## Problem to work on
Check every line of the data below for the word "image". Copy the ones that have it.

*** Given records ***

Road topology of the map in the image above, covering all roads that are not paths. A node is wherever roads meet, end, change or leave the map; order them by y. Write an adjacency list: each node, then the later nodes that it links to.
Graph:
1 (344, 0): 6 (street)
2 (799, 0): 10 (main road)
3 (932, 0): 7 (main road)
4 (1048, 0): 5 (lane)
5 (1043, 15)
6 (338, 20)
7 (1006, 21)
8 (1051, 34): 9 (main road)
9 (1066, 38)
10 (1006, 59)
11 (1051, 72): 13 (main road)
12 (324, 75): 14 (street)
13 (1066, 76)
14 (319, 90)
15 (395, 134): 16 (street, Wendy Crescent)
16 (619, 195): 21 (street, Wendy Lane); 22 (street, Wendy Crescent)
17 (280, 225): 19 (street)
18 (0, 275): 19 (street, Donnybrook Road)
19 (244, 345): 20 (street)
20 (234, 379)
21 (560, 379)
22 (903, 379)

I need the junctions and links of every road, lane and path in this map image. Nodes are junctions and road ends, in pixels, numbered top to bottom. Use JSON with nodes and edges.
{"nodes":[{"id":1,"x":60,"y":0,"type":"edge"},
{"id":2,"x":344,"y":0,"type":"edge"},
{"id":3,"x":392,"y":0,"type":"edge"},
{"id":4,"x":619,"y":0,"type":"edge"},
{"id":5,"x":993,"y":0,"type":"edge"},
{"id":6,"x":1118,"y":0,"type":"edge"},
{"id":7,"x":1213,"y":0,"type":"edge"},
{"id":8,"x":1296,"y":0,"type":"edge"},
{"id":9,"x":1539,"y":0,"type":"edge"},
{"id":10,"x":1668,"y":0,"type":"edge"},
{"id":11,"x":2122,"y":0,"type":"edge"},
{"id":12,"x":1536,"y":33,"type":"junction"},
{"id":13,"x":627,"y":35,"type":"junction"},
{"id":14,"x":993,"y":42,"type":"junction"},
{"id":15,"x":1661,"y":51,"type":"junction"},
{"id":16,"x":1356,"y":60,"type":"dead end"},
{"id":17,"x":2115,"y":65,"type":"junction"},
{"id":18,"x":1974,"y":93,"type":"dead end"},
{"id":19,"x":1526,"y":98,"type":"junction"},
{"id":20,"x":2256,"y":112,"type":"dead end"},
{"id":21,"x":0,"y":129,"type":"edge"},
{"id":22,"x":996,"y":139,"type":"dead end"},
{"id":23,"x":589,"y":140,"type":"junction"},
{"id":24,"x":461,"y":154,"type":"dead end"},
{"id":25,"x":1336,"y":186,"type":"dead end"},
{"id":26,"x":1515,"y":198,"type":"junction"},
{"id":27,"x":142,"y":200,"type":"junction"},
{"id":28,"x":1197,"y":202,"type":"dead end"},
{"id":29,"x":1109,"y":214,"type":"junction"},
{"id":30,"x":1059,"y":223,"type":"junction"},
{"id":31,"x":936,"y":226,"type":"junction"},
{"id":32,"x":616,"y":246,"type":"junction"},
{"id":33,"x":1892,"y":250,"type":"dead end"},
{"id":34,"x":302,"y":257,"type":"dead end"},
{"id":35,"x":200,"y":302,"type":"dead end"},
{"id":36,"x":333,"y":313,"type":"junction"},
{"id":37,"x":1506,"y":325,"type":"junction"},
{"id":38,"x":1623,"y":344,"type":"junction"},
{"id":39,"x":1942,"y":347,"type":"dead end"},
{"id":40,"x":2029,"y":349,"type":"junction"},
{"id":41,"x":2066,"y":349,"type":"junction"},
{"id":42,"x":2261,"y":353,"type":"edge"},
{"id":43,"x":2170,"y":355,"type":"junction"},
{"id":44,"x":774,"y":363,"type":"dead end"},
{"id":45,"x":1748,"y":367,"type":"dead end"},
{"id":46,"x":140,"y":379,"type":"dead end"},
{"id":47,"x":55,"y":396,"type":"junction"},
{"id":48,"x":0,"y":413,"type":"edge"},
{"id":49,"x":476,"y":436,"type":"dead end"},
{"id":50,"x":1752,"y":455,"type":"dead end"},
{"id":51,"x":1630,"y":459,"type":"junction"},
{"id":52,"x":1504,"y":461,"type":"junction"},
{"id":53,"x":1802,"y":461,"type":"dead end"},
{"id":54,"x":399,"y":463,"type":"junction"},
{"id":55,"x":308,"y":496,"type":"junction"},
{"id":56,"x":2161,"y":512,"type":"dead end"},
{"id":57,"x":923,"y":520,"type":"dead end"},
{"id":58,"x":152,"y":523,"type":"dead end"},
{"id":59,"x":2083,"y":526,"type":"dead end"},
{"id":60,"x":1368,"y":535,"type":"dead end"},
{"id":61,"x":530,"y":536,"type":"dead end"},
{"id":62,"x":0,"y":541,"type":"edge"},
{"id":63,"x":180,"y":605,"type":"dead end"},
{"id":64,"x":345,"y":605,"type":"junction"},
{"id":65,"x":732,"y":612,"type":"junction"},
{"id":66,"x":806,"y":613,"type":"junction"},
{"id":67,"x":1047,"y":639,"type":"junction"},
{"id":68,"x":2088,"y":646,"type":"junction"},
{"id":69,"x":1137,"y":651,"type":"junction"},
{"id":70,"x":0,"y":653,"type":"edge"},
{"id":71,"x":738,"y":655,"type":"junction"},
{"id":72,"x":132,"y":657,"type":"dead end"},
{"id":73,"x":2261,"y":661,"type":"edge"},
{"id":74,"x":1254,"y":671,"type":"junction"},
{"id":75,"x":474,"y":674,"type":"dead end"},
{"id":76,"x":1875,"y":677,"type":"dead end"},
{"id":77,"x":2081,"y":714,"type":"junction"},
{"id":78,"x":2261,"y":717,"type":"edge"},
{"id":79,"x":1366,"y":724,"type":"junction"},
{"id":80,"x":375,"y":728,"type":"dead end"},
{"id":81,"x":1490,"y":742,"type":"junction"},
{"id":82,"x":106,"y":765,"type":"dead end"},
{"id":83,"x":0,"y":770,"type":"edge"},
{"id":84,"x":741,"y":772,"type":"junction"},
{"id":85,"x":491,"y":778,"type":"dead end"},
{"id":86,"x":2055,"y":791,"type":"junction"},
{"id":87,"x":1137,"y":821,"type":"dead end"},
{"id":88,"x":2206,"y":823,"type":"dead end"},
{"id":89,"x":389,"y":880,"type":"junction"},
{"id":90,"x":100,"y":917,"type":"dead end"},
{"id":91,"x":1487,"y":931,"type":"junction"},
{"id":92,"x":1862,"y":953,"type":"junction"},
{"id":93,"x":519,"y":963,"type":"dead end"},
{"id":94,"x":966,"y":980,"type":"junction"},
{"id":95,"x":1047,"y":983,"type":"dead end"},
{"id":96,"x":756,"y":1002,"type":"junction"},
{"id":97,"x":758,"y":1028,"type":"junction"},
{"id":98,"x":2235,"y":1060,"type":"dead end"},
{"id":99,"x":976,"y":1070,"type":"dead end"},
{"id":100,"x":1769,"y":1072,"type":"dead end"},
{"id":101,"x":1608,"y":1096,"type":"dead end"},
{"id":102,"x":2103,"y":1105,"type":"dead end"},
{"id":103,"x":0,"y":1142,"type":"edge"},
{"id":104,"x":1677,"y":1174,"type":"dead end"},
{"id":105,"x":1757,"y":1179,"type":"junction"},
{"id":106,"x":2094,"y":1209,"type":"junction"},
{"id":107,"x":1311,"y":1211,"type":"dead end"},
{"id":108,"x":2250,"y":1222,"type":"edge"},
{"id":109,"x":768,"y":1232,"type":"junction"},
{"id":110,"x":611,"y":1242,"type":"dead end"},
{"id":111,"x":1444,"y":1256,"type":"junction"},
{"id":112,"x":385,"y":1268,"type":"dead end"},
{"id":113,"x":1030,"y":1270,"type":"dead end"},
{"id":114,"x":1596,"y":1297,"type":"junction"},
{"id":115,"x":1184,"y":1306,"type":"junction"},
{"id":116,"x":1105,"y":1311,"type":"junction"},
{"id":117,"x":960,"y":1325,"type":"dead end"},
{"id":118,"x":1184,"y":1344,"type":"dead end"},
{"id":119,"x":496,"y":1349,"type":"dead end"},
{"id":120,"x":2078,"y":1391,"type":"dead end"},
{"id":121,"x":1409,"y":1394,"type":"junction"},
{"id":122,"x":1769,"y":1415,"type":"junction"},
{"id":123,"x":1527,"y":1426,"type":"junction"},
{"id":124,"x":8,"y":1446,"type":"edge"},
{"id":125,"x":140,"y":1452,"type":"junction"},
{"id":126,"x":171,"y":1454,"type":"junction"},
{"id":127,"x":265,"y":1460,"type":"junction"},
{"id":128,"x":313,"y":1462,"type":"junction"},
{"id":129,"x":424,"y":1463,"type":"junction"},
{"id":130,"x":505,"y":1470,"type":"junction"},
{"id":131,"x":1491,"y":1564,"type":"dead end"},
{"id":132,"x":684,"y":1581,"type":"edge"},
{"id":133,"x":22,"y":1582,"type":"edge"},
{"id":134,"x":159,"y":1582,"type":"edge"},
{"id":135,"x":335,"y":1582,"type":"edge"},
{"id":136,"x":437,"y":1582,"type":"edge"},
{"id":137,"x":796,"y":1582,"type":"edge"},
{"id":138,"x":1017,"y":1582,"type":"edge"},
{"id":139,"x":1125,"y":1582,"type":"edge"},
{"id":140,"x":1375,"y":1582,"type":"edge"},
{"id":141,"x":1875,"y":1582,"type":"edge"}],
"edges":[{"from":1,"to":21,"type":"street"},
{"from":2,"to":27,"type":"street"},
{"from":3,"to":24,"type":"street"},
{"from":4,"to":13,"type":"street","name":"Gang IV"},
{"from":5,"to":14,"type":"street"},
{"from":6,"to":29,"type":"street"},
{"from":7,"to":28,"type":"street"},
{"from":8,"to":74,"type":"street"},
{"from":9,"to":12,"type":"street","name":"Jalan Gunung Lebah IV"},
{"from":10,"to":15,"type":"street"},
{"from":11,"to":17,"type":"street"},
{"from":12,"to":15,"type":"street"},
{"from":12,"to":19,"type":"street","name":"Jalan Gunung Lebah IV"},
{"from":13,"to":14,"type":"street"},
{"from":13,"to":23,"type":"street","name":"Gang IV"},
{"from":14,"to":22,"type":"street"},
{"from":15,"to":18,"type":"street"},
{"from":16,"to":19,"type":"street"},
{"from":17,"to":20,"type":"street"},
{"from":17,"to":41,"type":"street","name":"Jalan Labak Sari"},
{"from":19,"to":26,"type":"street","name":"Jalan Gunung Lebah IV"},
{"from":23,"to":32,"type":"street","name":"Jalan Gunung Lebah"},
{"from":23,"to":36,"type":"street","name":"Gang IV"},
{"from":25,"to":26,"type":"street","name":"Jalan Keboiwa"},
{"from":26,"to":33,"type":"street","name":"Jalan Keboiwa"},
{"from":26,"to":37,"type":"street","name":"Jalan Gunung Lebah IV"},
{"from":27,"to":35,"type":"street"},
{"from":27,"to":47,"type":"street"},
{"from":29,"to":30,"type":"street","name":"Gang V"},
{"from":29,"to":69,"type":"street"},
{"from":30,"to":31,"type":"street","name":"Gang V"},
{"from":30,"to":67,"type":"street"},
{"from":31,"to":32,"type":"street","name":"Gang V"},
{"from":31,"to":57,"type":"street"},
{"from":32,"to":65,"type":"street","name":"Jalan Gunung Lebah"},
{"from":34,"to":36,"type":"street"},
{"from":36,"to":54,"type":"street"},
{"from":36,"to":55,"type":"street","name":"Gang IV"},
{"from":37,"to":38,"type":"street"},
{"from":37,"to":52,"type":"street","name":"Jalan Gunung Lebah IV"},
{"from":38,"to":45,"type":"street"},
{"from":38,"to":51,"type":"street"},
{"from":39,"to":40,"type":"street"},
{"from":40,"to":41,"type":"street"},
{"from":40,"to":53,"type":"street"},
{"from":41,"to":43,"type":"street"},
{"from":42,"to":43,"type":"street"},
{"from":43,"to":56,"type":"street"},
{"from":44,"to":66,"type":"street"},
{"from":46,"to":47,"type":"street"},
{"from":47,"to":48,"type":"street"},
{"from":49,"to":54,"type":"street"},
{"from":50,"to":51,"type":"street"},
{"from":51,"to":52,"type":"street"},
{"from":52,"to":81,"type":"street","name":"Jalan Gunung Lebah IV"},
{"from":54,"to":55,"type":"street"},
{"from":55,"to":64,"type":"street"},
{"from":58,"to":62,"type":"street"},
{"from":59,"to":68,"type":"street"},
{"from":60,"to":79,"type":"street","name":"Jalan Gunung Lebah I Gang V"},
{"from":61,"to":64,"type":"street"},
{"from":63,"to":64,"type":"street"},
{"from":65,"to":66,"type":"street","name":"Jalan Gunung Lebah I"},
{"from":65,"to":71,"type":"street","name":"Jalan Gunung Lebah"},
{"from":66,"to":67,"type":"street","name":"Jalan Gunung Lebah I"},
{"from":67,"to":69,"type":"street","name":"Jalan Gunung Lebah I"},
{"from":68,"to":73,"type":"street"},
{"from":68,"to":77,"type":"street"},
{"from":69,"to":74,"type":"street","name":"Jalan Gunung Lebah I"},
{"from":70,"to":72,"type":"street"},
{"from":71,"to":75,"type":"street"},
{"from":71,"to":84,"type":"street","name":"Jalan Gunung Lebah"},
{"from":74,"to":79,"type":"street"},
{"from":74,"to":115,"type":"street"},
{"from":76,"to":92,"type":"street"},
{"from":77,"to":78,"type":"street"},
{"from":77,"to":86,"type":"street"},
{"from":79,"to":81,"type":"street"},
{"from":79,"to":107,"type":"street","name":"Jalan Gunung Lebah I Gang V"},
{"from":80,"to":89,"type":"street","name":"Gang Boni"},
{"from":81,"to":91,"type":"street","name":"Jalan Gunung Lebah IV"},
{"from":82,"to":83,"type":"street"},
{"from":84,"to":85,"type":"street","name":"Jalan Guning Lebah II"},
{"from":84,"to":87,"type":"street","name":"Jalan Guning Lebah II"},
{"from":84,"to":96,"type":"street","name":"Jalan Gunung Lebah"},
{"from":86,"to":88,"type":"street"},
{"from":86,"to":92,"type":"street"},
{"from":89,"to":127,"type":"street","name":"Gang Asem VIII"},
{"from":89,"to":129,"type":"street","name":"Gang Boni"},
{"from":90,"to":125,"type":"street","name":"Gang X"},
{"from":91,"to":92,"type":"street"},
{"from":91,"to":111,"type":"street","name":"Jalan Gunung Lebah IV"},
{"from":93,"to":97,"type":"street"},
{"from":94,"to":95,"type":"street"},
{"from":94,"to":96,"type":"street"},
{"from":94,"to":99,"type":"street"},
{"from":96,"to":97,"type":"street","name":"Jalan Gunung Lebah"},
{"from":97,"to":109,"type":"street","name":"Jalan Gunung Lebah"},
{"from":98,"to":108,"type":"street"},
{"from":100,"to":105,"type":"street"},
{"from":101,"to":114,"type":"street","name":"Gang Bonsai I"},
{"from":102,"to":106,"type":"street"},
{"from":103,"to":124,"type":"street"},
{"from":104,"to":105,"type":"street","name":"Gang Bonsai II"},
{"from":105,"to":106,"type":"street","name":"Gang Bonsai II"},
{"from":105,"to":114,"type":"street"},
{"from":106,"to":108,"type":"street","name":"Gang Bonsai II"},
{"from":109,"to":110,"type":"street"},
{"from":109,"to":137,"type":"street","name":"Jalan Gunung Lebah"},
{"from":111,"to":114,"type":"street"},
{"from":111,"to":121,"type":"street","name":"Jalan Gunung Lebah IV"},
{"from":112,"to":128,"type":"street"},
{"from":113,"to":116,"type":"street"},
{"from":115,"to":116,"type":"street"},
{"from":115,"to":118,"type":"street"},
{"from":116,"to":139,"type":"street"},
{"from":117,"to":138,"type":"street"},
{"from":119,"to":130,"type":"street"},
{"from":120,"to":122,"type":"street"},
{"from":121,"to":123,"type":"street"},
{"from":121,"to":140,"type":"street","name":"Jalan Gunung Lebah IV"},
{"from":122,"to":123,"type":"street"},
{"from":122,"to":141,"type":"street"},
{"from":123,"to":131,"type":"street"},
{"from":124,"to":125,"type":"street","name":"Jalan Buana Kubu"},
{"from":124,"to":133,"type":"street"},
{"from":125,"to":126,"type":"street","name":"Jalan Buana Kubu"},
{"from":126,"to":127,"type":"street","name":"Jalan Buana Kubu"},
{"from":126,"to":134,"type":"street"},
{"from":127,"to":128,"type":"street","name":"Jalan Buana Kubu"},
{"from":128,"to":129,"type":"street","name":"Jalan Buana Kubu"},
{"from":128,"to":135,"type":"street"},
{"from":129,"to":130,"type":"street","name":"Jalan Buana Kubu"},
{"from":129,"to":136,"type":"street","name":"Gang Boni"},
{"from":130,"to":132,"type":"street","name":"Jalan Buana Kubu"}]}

***

## Completed exercise
Road topology of the map in the image above, covering all roads that are not paths. A node is wherever roads meet, end, change or leave the map; order them by y. Write an adjacency list: each node, then the later nodes that it links to.
I need the junctions and links of every road, lane and path in this map image. Nodes are junctions and road ends, in pixels, numbered top to bottom. Use JSON with nodes and edges.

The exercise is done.